TRY IT: The answer must be a single number: the count of lines below that contain the string "middle".

Limb landmark coordinates:
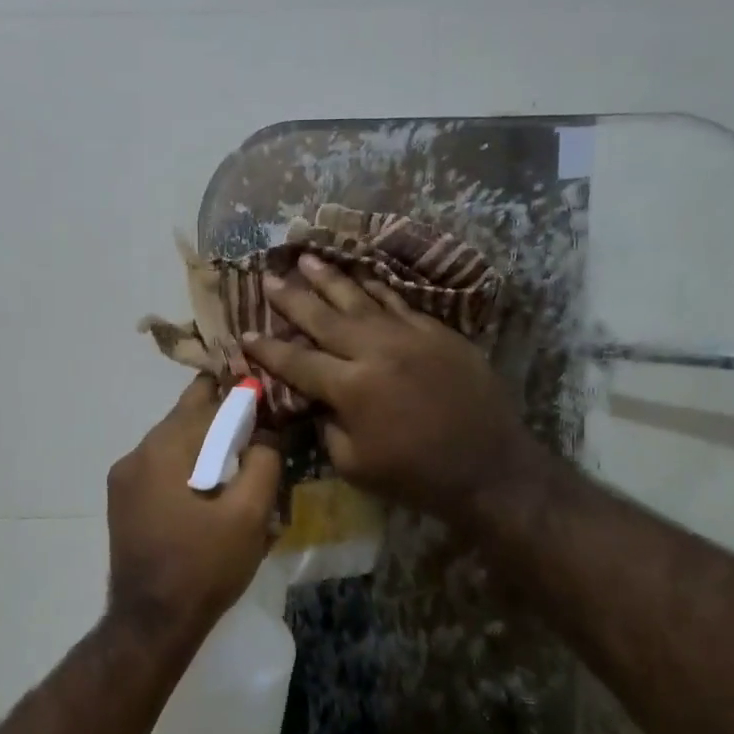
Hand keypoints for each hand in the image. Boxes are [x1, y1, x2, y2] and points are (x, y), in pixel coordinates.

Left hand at [105, 378, 281, 650]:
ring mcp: (123, 479)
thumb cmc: (205, 567)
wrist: (153, 624)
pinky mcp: (123, 502)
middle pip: (186, 418)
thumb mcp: (249, 515)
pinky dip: (188, 466)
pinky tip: (211, 490)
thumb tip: (267, 432)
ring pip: (173, 443)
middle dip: (224, 420)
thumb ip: (264, 462)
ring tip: (239, 464)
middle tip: (260, 433)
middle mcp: (135, 454)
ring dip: (206, 446)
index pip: (206, 399)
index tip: (268, 401)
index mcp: (163, 450)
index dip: (240, 395)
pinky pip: (161, 467)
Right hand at [241, 254, 543, 524]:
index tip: (245, 334)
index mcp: (350, 387)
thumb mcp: (354, 464)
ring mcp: (410, 335)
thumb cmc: (416, 476)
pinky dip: (377, 288)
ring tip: (307, 258)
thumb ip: (327, 426)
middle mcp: (375, 350)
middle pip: (324, 317)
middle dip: (292, 298)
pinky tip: (363, 276)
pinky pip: (399, 302)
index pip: (297, 361)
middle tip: (269, 277)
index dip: (268, 349)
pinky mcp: (438, 332)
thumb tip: (315, 399)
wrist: (489, 468)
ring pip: (361, 298)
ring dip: (331, 279)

OUTPUT FOR THIS TASK: 8